French musician (c. 1532-1612)

Nicholas Lanier the Elder (c. 1532 - 1612) was a French musician who played the flute and the cornett.

==Life==
Lanier came originally from Rouen, France, and died in England in 1612. He served as a court musician to King Henry II of France in France (listed as the royal flutist on the Chantres et autres Jouers d'instruments for 1559-60). During the Protestant persecutions in France, the Lanier family fled as Huguenots to England. Nicholas arrived in 1561 and settled in the parish of St. Olave's, Hart Street, London. After arrival in England he served in the court of Queen Elizabeth I of England, reported first in 1561 (Spink 2001). The name of Lanier's first wife is unknown (he married her some time before 1565), but following the custom then at court, marriages were arranged or at least approved by the Queen. Lanier was paired with Lucretia Bassano, daughter of the Italian musician Anthony Bassano. The couple prospered, acquiring a great deal of property in East Greenwich, Blackheath, and nearby. Their home was reportedly fitted up with a theatre. Lanier was appointed Musician of the Flutes in 1604. He served Henry II of France and Elizabeth I and James I of England. Three generations of the family served British royalty as court musicians, poets and artists.

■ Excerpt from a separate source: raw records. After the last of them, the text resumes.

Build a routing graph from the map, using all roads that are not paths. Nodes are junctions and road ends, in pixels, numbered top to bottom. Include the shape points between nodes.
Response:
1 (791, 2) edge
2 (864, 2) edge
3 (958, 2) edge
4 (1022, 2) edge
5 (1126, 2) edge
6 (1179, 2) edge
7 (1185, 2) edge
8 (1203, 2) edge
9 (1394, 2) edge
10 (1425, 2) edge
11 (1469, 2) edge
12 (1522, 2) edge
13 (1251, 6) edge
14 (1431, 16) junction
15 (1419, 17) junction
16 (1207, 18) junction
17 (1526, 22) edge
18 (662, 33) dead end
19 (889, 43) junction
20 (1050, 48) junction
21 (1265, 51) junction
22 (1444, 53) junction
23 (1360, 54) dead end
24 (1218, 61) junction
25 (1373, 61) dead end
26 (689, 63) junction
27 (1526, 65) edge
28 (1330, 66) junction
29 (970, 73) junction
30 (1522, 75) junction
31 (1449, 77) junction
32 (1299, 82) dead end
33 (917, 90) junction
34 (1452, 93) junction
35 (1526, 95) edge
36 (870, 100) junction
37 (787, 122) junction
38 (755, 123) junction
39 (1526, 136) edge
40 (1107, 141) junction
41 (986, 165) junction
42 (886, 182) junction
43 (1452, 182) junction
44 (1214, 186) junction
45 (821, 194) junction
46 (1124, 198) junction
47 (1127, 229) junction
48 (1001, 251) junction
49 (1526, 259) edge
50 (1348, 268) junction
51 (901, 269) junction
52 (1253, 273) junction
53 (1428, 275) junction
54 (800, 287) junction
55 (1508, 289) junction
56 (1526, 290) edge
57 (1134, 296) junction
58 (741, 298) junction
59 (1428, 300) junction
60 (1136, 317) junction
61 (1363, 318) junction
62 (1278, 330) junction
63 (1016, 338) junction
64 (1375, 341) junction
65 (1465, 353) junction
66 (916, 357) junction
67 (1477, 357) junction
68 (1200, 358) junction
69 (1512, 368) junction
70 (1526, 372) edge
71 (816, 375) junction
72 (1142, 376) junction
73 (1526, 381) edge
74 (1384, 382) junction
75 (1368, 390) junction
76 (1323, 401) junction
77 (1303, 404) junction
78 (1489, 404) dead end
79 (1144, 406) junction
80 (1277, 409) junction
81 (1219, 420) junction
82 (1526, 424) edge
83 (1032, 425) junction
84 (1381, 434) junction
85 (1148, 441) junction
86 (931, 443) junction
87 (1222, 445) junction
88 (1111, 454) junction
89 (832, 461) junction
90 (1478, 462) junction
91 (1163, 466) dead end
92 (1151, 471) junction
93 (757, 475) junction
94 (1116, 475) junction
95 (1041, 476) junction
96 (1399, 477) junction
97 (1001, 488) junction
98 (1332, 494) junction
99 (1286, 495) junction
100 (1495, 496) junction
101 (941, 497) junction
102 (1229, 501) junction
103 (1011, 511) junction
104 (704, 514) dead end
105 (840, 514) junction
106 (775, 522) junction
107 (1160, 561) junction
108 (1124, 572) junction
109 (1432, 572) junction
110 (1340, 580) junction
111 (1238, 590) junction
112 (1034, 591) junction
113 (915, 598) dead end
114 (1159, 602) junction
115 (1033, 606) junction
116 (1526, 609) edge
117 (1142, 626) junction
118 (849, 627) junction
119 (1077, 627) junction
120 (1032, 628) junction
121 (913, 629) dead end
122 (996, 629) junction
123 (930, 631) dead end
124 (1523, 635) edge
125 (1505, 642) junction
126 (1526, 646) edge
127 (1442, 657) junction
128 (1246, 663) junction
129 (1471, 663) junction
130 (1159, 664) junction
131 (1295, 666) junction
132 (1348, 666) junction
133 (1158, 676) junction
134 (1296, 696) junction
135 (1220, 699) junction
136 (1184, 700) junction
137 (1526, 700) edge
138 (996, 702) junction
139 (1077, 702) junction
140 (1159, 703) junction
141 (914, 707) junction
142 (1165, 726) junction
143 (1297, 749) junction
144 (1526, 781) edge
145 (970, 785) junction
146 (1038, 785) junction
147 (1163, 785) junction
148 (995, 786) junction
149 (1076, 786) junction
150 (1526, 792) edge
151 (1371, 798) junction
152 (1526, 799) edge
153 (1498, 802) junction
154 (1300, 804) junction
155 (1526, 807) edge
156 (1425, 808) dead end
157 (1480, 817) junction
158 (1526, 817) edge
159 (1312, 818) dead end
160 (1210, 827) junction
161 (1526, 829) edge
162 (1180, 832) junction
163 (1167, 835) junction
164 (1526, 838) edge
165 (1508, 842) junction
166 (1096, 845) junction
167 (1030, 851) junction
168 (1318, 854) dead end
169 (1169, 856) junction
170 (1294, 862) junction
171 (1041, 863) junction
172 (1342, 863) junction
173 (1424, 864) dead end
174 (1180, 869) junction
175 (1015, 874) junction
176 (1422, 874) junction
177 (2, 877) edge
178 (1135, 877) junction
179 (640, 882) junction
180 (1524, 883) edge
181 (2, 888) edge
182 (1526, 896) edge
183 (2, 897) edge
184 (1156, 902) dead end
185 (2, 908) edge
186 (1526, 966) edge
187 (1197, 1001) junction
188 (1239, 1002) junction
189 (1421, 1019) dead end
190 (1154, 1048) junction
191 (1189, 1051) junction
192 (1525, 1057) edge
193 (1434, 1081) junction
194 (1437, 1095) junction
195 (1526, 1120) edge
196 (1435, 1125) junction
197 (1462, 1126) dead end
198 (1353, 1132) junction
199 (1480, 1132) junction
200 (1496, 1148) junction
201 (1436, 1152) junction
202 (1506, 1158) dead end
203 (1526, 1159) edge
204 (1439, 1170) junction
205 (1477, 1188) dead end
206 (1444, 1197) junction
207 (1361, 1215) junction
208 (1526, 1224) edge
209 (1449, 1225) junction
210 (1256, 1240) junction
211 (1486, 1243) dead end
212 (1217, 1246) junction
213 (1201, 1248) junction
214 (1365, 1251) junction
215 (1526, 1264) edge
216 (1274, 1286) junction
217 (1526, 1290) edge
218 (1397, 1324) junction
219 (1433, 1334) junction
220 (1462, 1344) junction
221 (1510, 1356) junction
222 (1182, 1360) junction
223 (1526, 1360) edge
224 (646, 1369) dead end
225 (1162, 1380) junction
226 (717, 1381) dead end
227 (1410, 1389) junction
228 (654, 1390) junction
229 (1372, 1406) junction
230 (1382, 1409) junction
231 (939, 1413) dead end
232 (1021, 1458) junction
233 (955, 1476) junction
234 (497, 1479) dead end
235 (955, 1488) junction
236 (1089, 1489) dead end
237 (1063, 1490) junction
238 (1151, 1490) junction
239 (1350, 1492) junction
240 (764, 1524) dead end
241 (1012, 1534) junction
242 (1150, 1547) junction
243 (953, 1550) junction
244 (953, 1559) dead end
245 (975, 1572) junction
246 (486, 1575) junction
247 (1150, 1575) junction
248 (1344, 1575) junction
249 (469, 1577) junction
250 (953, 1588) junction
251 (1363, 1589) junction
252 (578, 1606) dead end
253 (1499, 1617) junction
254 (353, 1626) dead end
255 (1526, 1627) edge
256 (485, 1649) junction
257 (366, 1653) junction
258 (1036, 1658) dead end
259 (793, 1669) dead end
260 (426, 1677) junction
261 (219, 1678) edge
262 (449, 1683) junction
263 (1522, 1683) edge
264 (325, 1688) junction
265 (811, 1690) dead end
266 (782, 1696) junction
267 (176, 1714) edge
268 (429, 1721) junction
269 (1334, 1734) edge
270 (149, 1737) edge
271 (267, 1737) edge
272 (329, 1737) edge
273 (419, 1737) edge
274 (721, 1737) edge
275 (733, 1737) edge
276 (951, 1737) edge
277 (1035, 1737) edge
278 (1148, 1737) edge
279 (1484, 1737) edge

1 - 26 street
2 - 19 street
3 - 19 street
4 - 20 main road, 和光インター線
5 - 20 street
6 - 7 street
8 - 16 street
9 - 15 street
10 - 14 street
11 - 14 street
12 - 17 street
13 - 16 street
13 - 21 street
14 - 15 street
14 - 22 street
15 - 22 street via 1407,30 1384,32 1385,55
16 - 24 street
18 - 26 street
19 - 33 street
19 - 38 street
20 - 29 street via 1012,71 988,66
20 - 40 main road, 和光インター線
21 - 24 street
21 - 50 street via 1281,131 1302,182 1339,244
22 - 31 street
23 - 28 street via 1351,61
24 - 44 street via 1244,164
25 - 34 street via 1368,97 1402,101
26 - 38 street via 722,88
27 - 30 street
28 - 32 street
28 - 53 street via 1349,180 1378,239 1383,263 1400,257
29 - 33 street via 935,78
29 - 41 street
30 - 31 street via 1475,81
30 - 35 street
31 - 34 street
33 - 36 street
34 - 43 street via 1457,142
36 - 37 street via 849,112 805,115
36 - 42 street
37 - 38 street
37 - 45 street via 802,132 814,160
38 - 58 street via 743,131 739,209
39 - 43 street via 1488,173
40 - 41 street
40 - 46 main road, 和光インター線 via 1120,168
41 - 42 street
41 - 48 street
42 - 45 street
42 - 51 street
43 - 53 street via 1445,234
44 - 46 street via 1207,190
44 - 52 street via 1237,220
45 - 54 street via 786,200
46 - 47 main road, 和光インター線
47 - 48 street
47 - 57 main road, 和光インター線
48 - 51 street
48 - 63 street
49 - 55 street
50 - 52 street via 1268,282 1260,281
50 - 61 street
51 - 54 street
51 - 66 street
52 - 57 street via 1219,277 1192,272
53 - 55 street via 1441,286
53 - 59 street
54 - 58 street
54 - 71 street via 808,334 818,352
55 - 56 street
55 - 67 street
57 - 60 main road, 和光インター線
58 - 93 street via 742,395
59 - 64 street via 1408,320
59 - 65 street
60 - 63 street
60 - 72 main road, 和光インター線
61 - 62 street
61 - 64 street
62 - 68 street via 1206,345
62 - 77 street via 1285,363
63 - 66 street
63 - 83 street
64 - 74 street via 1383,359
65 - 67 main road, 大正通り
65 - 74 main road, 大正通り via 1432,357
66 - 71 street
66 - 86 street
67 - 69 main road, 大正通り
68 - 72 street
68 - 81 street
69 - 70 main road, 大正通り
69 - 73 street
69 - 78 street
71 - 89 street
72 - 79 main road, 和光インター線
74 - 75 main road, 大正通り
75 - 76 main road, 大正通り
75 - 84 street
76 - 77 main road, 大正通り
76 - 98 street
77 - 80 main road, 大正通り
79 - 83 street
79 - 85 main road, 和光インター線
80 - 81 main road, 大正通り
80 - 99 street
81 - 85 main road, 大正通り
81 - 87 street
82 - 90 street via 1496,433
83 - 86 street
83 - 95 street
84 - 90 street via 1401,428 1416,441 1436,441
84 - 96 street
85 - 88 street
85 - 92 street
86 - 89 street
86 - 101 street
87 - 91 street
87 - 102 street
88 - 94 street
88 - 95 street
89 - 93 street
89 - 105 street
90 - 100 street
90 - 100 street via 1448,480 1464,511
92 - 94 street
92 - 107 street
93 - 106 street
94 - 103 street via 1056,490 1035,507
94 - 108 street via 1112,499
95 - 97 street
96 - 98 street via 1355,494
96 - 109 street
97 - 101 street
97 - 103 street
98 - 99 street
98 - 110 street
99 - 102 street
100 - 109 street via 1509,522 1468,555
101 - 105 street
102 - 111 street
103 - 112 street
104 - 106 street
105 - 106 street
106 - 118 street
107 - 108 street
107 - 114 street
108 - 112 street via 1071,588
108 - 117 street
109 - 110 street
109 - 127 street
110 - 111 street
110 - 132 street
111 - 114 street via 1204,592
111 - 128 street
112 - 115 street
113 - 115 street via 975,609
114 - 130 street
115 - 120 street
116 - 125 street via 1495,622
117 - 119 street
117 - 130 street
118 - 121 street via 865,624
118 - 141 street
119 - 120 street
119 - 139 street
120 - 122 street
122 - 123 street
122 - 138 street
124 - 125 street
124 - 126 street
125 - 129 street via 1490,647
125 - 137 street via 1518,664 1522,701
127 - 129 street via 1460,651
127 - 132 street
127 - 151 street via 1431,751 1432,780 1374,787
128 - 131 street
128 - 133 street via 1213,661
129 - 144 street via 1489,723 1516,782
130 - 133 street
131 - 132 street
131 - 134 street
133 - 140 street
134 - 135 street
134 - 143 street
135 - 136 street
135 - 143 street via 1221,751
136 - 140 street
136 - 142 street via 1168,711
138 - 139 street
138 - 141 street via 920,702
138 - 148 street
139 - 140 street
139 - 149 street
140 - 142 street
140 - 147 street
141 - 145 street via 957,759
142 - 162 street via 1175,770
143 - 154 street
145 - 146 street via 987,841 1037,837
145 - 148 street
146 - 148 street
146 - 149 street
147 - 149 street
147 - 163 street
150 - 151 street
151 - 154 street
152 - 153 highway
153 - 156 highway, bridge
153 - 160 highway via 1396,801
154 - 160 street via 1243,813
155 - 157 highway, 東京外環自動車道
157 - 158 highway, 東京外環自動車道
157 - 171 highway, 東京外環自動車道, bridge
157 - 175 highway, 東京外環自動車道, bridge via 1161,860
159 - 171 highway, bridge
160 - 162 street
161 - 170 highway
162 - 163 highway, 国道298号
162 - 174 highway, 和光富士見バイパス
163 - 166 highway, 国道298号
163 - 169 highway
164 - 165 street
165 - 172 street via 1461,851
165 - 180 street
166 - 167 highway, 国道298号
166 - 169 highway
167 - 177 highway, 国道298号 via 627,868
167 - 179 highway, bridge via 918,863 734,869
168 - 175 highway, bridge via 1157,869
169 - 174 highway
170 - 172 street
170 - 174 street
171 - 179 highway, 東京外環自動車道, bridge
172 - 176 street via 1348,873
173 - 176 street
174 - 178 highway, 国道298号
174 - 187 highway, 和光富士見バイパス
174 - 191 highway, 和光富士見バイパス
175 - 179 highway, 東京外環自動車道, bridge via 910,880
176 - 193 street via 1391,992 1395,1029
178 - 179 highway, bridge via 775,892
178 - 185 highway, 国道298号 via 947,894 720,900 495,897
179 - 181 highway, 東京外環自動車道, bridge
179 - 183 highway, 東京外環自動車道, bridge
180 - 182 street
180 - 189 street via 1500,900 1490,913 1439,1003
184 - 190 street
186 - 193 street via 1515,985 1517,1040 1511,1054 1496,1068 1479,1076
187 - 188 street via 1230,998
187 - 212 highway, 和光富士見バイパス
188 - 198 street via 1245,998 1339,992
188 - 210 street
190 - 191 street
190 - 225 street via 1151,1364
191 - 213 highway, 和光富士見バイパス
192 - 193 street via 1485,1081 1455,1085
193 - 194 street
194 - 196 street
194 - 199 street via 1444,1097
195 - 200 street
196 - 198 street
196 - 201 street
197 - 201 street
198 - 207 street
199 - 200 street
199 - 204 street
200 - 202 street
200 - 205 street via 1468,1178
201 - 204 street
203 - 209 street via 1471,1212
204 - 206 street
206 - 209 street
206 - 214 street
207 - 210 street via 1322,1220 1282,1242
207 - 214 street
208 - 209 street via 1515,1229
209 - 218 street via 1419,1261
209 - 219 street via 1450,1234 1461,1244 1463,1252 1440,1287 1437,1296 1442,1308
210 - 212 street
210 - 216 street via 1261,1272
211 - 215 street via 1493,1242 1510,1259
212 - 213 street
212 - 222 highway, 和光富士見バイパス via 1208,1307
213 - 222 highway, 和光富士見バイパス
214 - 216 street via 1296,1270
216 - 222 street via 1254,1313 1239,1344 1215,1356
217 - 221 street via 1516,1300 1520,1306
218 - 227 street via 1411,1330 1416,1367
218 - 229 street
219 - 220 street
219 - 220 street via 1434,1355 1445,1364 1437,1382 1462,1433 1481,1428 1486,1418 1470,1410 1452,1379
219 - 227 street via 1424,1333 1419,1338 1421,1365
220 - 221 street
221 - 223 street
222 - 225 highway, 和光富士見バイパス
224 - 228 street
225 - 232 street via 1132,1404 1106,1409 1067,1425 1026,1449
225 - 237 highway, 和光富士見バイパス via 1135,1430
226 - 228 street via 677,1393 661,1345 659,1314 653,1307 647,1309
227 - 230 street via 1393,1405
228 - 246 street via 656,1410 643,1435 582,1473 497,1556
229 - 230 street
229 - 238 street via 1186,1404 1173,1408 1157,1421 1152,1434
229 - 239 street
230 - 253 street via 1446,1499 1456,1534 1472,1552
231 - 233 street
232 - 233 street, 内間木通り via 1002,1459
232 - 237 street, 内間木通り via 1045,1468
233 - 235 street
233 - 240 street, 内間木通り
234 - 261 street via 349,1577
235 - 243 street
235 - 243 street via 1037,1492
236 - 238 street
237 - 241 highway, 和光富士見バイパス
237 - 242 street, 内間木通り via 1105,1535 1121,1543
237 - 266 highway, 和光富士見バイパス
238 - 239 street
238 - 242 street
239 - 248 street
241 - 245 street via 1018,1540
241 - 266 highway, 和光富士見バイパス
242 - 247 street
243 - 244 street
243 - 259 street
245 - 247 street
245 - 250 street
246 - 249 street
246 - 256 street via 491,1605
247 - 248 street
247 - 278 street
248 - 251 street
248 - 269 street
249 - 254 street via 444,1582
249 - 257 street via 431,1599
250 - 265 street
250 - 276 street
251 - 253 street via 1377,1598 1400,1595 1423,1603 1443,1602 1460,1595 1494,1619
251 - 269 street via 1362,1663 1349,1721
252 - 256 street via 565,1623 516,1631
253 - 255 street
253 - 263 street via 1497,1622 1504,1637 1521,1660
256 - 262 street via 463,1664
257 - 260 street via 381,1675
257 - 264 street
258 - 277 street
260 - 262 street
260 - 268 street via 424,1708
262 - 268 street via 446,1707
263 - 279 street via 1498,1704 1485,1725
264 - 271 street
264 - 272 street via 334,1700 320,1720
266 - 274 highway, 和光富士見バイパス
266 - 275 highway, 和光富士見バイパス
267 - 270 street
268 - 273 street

As noted, Lanier's first wife's name is unknown; however, they did have two, or possibly three, children of whom one was John Lanier, father of the artist-musician Nicholas Lanier, the most famous of the Laniers. With Lucretia Bassano, he had nine children, including the musicians Alphonso, Innocent, Jerome Lanier, Clement Lanier and Andrea, and Ellen Lanier, who married Alfonso Ferrabosco the younger. After his death, Andrea succeeded him as Musician of the Flutes for life.